=== Data listing ===

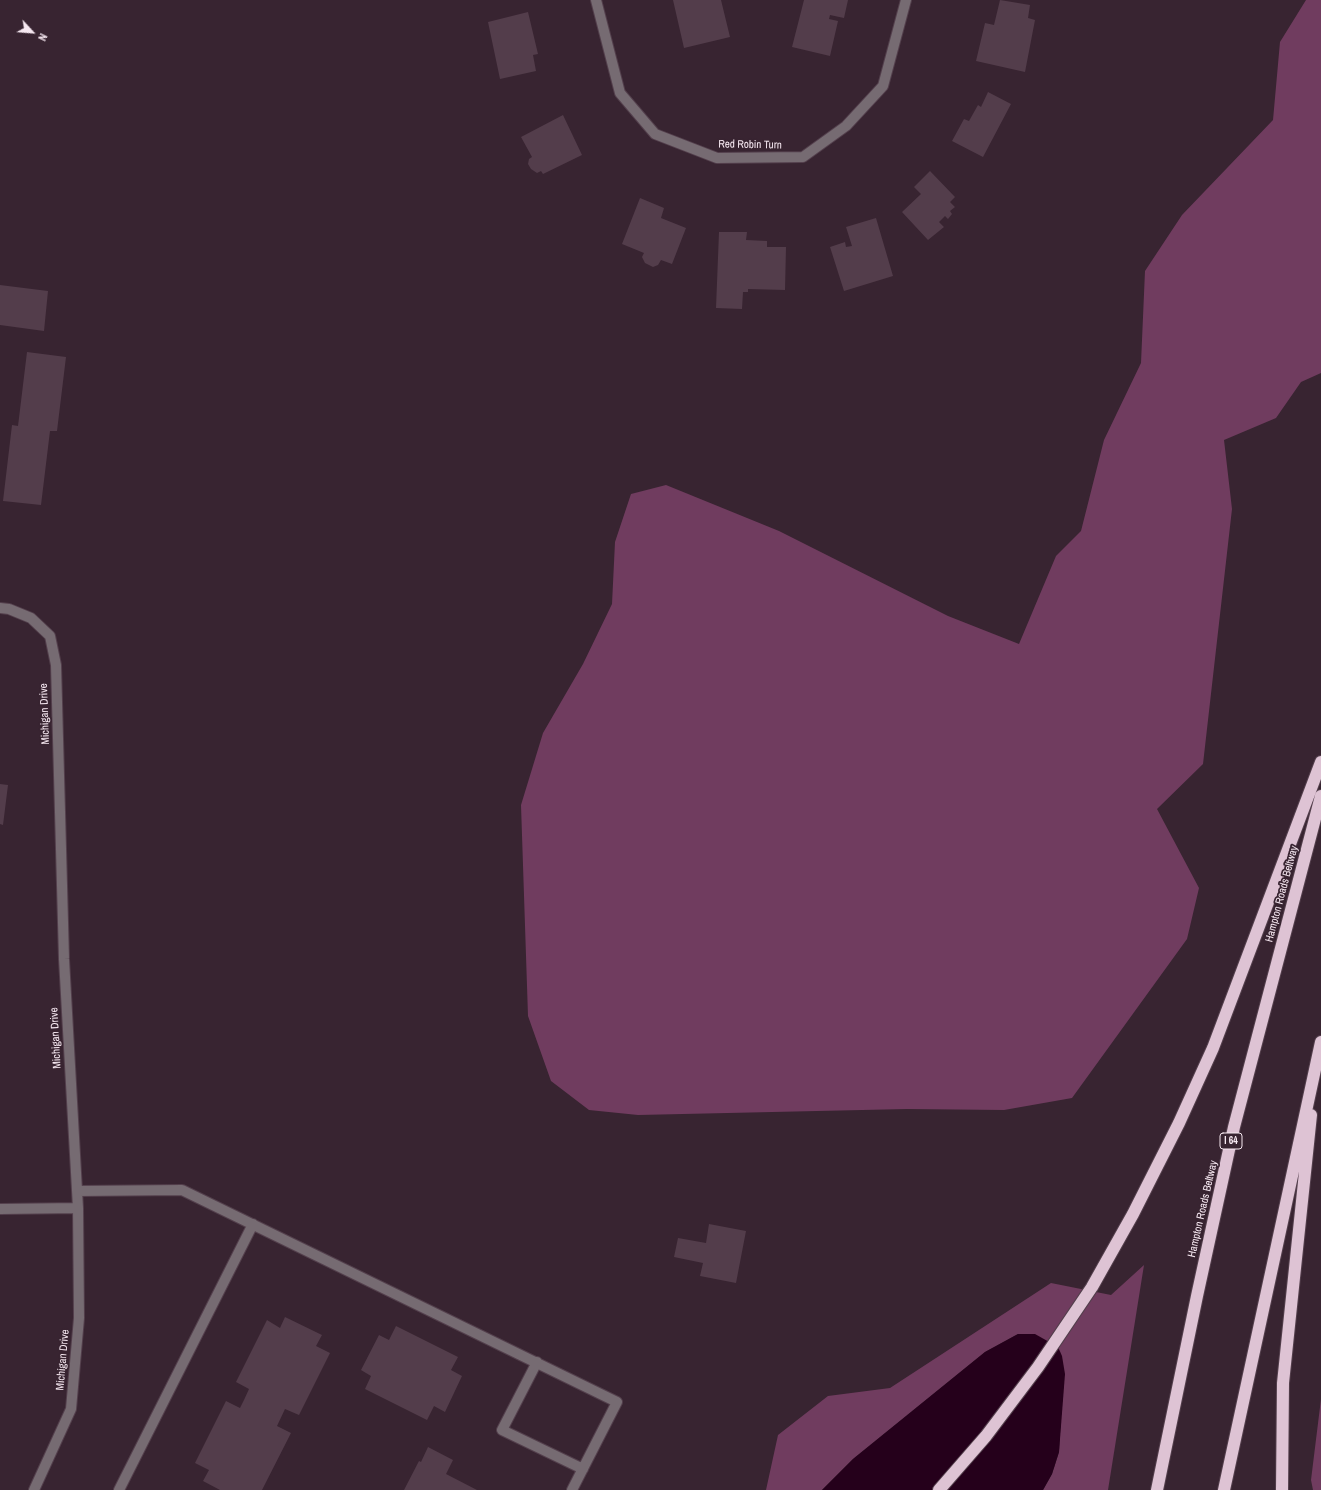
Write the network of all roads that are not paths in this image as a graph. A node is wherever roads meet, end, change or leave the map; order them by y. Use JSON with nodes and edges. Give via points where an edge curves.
{"nodes":[{"id":1,"x":596,"y":0,"type":"edge"},
{"id":2,"x":906,"y":0,"type":"edge"},
{"id":3,"x":0,"y":608,"type":"edge"},
{"id":4,"x":1321,"y":762,"type":"edge"},
{"id":5,"x":1321,"y":796,"type":"edge"},
{"id":6,"x":1321,"y":1042,"type":"edge"},
{"id":7,"x":1318,"y":1055,"type":"junction"},
{"id":8,"x":77,"y":1191,"type":"junction"},
{"id":9,"x":78,"y":1208,"type":"junction"},
{"id":10,"x":0,"y":1209,"type":"edge"},
{"id":11,"x":253,"y":1224,"type":"junction"},
{"id":12,"x":537,"y":1362,"type":"junction"},
{"id":13,"x":583,"y":1469,"type":"junction"},
{"id":14,"x":34,"y":1490,"type":"edge"},
{"id":15,"x":119,"y":1490,"type":"edge"},
{"id":16,"x":572,"y":1490,"type":"edge"},
{"id":17,"x":939,"y":1490,"type":"edge"},
{"id":18,"x":1157,"y":1490,"type":"edge"},
{"id":19,"x":1224,"y":1490,"type":"edge"},
{"id":20,"x":1282,"y":1490,"type":"edge"}],
"edges":[{"from":1,"to":2,"type":"street","name":"Red Robin Turn","via":[[620,93],[655,134],[717,158],[803,157],[846,126],[883,86]]},
{"from":3,"to":8,"type":"street","name":"Michigan Drive","via":[[30,618],[50,636],[56,665],[64,959]]},
{"from":4,"to":17,"type":"highway","via":[[1213,1048],[1178,1123],[1111,1253],[1092,1287],[1038,1367],[986,1436]]},
{"from":5,"to":18,"type":"highway","name":"Hampton Roads Beltway","number":"I 64","via":[[1234,1128]]},
{"from":6,"to":7,"type":"highway"},
{"from":7,"to":19,"type":"highway"},
{"from":7,"to":20,"type":"highway","via":[[1283,1383]]},
{"from":8,"to":9,"type":"street","name":"Michigan Drive"},
{"from":8,"to":11,"type":"street","via":[[182,1190]]},
{"from":9,"to":10,"type":"street"},
{"from":9,"to":14,"type":"street","name":"Michigan Drive","via":[[79,1318],[71,1409]]},
{"from":11,"to":12,"type":"street"},
{"from":11,"to":15,"type":"street"},
{"from":12,"to":13,"type":"street","via":[[617,1402]]},
{"from":12,"to":13,"type":"street","via":[[502,1430]]},
{"from":13,"to":16,"type":"street"}]}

===

Prompt: Transcribe every entry exactly. Leave out the pictures.

Solution:
Write the network of all roads that are not paths in this image as a graph. A node is wherever roads meet, end, change or leave the map; order them by y. Use JSON with nodes and edges. Give via points where an edge curves.
{"nodes":[{"id":1,"x":596,"y":0,"type":"edge"},
{"id":2,"x":906,"y":0,"type":"edge"},
{"id":3,"x":0,"y":608,"type":"edge"},
{"id":4,"x":1321,"y":762,"type":"edge"},
{"id":5,"x":1321,"y":796,"type":"edge"},
{"id":6,"x":1321,"y":1042,"type":"edge"},
{"id":7,"x":1318,"y":1055,"type":"junction"},
{"id":8,"x":77,"y":1191,"type":"junction"},
{"id":9,"x":78,"y":1208,"type":"junction"},
{"id":10,"x":0,"y":1209,"type":"edge"},
{"id":11,"x":253,"y":1224,"type":"junction"},
{"id":12,"x":537,"y":1362,"type":"junction"},
{"id":13,"x":583,"y":1469,"type":"junction"},
{"id":14,"x":34,"y":1490,"type":"edge"},
{"id":15,"x":119,"y":1490,"type":"edge"},
{"id":16,"x":572,"y":1490,"type":"edge"},
{"id":17,"x":939,"y":1490,"type":"edge"},
{"id":18,"x":1157,"y":1490,"type":"edge"},
{"id":19,"x":1224,"y":1490,"type":"edge"},
{"id":20,"x":1282,"y":1490,"type":"edge"}],
"edges":[{"from":1,"to":2,"type":"street","name":"Red Robin Turn","via":[[620,93],[655,134],[717,158],[803,157],[846,126],[883,86]]},
{"from":3,"to":8,"type":"street","name":"Michigan Drive","via":[[30,618],[50,636],[56,665],[64,959]]},
{"from":4,"to":17,"type":"highway","via":[[1213,1048],[1178,1123],[1111,1253],[1092,1287],[1038,1367],[986,1436]]},
{"from":5,"to":18,"type":"highway","name":"Hampton Roads Beltway","number":"I 64","via":[[1234,1128]]},
{"from":6,"to":7,"type":"highway"},
{"from":7,"to":19,"type":"highway"},
{"from":7,"to":20,"type":"highway","via":[[1283,1383]]},
{"from":8,"to":9,"type":"street","name":"Michigan Drive"},
{"from":8,"to":11,"type":"street","via":[[182,1190]]},
{"from":9,"to":10,"type":"street"},
{"from":9,"to":14,"type":"street","name":"Michigan Drive","via":[[79,1318],[71,1409]]},
{"from":11,"to":12,"type":"street"},
{"from":11,"to":15,"type":"street"},
{"from":12,"to":13,"type":"street","via":[[617,1402]]},
{"from":12,"to":13,"type":"street","via":[[502,1430]]},
{"from":13,"to":16,"type":"street"}]}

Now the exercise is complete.